La prova indiretta esige invece due passaggi inferenziali: il primo dal fatto, che funge da prova, al fatto cosiddetto secondario, e il secondo dal fatto secondario a quello primario. Per esempio, accertato in base ad una testimonianza che Caio è stato oggetto di una cosiddetta presentazione rituale ad una cosca mafiosa, il giudice, alla luce della massima di esperienza per cui chi è oggetto di una tale presentazione entra a fare parte dell’associazione delinquenziale, argomenta da questo fatto secondario che Caio è membro della cosca…”.
[11] Si veda Scaparone Metello “La motivazione della sentenza penale” cit. “… Infine l’illogicità della motivazione ricorre quando questa è completa e non contraddittoria, ma denota che il giudice nel valutare una prova, cioè nel trarre da questa l’accertamento del factum probandum (in caso di prova diretta) oppure nel trarre da essa l’accertamento vuoi dell’indizio vuoi del fatto primario (in caso di prova indiretta), ha utilizzato una regola di inferenza, in primo luogo, come abbiamo detto, una massima di esperienza, che non corrisponde allo stato delle conoscenze umane o non si adatta al caso considerato oppure ha applicato tale massima in modo scorretto…”.
[12] V. per tutte Cass. pen. Sez. VI, 04/05/2006, n. 33435 in Arch. Nuova Proc. Pen., 2007, 3, 383, Arch. Giur. Circolaz., 2007, 5, 565, Riv. Pen., 2007, 4, 443.

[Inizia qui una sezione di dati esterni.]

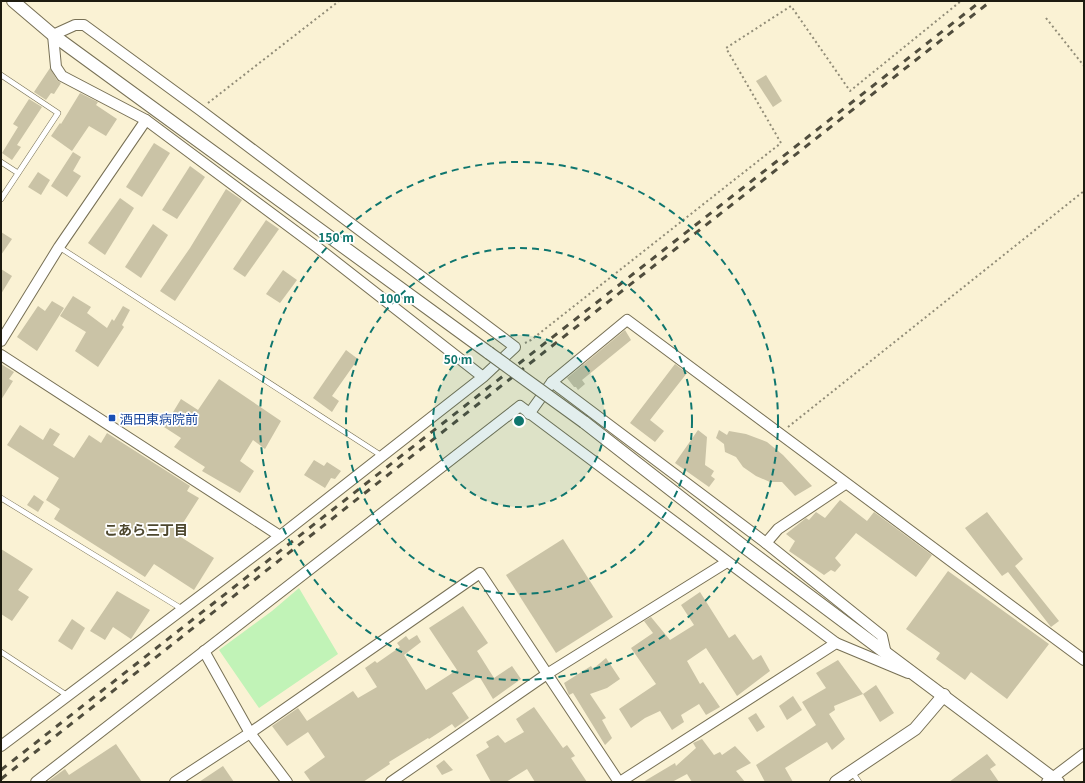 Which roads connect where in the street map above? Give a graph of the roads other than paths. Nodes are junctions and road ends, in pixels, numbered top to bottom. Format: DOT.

[13] Il sostantivo aggettivato utilizzato è testuale nella sentenza annotata.
[14] V. supra in nota 3.
[15] Sul termine manifesta, utilizzato non a caso dal legislatore occorre intendersi: l’indagine di legittimità sul discorso giustificativo della decisione ha un orizzonte circoscritto, dovendo il sindacato demandato alla Corte di Cassazione essere limitato – per espressa volontà del legislatore – a riscontrare l’esistenza di un logico apparato argomentativo sui vari punti della decisione impugnata, senza possibilità di verificare l’adeguatezza delle argomentazioni di cui il giudice di merito si è avvalso per sostanziare il suo convincimento, o la loro rispondenza alle acquisizioni processuali. L’illogicità della motivazione, come vizio denunciabile, deve essere evidente, cioè di spessore tale da risultare percepibile ictu oculi, dovendo il sindacato di legittimità al riguardo essere limitato a rilievi di macroscopica evidenza, restando ininfluenti le minime incongruenze e considerandosi disattese le deduzioni difensive che, anche se non espressamente confutate, siano logicamente incompatibili con la decisione adottata, purché siano spiegate in modo logico e adeguato le ragioni del convincimento (C., S.U., 24.9.2003, Petrella, cit., C., S.U., 24.11.1999, Spina, in ANPP, 2000, 21; C., Sez. IV, 12.6.2008, D.B., in Gdir, 2008, 42, 96).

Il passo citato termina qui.